## EXERCISE PROMPT
Only the lines holding the string "every" are needed; copy each of them from the data.

## AVAILABLE DATA
[Start of Attachment]
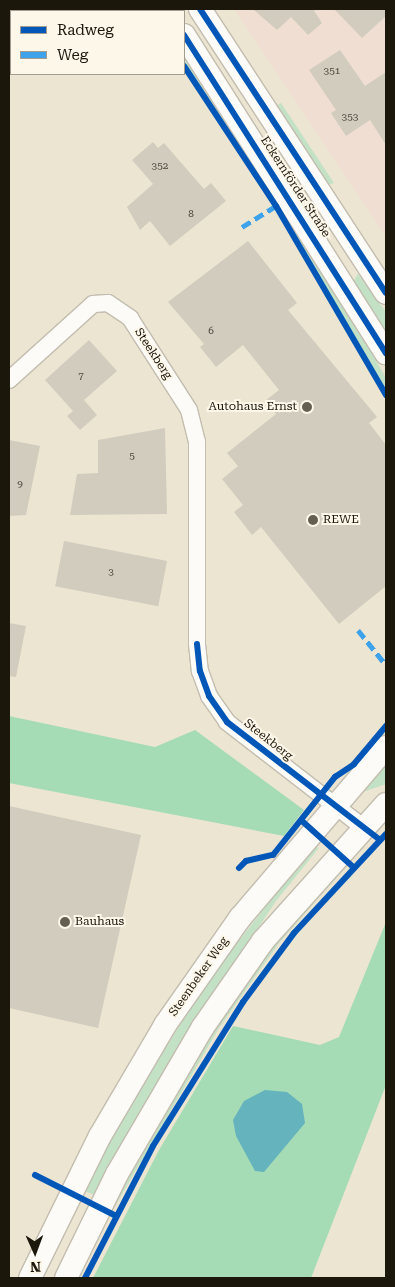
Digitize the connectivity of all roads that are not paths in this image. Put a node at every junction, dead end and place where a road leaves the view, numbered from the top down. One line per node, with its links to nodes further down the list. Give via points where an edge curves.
[End of Attachment]
[Start of Attachment]
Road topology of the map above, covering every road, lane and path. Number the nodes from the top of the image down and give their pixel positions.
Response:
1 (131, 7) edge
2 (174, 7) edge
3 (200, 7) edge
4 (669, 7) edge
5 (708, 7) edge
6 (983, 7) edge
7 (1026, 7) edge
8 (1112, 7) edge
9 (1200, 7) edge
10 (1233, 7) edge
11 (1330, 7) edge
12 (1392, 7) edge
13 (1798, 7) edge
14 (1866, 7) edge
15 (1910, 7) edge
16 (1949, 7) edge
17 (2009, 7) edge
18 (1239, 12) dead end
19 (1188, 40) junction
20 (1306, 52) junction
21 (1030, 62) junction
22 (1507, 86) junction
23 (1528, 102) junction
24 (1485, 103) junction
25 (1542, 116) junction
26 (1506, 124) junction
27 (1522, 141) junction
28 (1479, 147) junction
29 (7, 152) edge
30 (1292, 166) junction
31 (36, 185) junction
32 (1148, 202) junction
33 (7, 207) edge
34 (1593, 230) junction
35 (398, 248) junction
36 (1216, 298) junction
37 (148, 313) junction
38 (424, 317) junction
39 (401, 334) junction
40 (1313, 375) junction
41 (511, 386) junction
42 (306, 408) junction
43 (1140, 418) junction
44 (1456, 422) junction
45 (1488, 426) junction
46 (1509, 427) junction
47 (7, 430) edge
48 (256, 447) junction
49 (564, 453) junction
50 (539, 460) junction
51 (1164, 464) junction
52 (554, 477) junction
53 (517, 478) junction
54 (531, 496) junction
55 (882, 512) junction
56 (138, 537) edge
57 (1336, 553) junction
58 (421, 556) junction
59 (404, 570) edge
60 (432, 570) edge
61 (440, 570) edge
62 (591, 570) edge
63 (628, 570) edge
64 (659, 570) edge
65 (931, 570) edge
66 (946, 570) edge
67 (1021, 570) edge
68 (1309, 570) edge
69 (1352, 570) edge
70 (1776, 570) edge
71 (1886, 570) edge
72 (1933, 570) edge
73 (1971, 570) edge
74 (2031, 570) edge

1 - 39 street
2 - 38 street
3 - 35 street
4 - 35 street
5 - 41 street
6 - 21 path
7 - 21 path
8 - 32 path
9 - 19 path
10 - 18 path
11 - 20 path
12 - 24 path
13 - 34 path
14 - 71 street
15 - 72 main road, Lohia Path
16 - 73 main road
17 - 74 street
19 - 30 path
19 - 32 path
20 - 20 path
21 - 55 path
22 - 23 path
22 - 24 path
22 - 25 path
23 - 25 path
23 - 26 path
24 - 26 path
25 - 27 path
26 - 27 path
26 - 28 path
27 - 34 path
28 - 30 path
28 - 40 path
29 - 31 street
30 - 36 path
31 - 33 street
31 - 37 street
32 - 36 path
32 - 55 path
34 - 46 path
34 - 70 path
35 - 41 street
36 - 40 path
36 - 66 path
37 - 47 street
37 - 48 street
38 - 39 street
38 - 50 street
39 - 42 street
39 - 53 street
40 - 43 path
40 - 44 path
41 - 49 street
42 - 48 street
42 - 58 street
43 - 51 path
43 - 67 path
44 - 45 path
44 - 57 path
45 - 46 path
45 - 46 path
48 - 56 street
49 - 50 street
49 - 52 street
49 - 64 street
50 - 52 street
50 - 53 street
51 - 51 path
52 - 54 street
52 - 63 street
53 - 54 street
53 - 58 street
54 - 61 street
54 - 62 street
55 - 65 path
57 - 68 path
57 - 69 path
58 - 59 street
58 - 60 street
[End of Attachment]
[Start of Attachment]
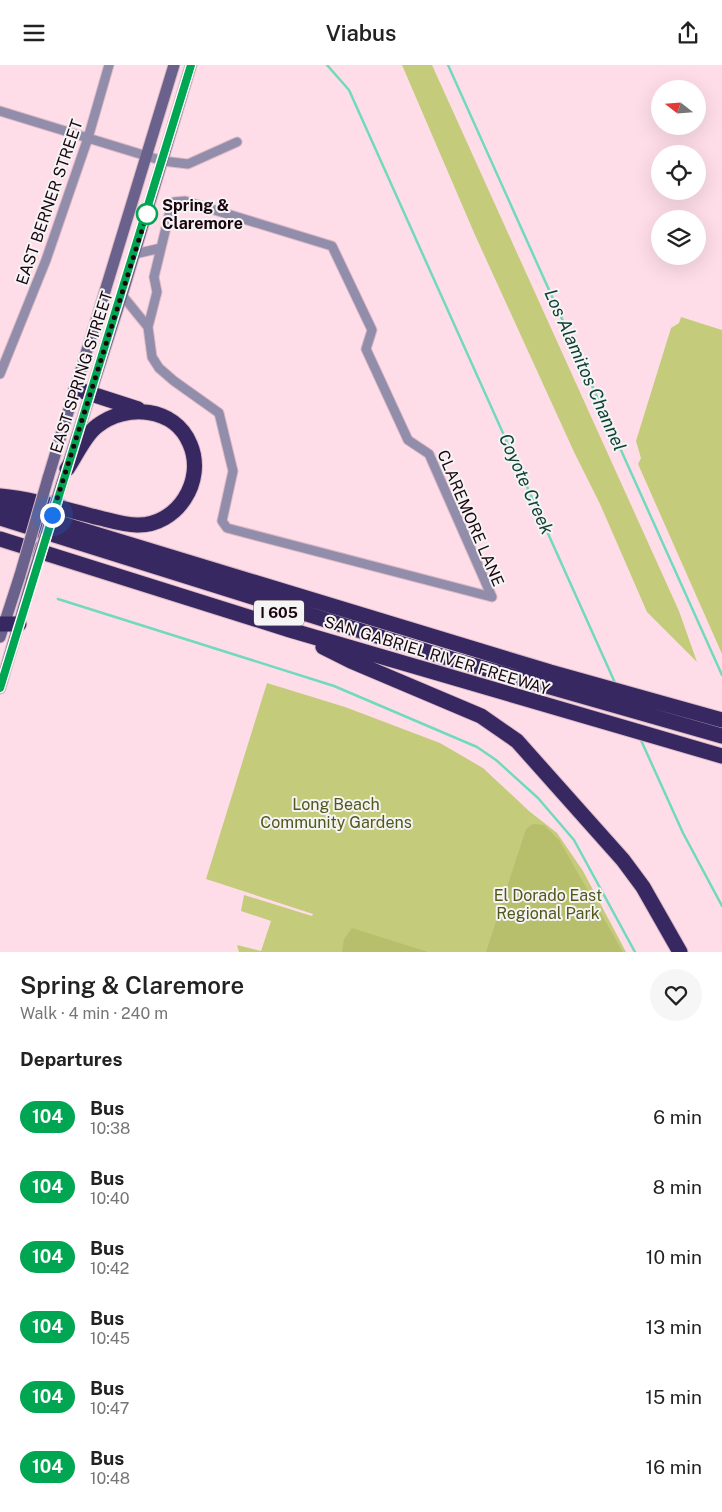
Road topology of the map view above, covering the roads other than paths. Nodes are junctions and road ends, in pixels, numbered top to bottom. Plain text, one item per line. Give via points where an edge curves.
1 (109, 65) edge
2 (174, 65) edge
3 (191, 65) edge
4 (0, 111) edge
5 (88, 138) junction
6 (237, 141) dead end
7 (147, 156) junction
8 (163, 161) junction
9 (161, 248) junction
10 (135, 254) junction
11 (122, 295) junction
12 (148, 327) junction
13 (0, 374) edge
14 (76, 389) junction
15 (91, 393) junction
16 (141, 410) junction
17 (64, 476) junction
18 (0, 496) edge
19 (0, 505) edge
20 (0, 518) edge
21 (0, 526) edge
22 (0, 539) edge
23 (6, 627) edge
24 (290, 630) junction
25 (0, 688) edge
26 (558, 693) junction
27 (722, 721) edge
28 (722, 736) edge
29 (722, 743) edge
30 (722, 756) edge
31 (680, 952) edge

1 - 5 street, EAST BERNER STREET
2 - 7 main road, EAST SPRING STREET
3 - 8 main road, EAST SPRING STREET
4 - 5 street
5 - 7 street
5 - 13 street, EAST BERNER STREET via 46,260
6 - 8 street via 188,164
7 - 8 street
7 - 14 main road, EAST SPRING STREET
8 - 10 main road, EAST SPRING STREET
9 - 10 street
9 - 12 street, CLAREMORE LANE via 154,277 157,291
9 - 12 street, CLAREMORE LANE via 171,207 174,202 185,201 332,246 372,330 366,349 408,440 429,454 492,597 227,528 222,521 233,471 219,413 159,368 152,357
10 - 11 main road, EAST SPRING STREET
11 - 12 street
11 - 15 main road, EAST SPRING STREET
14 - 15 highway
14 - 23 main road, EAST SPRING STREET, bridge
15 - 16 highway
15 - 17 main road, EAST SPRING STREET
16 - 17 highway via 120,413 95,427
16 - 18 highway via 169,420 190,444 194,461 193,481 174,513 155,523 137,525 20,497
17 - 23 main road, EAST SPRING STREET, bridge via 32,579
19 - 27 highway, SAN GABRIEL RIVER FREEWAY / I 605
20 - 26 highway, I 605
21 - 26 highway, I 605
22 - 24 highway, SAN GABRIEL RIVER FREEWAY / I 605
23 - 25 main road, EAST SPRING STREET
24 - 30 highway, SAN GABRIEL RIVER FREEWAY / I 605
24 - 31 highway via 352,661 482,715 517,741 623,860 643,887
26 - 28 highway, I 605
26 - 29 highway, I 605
[End of Attachment]
## EXERCISE SOLUTION
Digitize the connectivity of all roads that are not paths in this image. Put a node at every junction, dead end and place where a road leaves the view, numbered from the top down. One line per node, with its links to nodes further down the list. Give via points where an edge curves.
Road topology of the map above, covering every road, lane and path. Number the nodes from the top of the image down and give their pixel positions.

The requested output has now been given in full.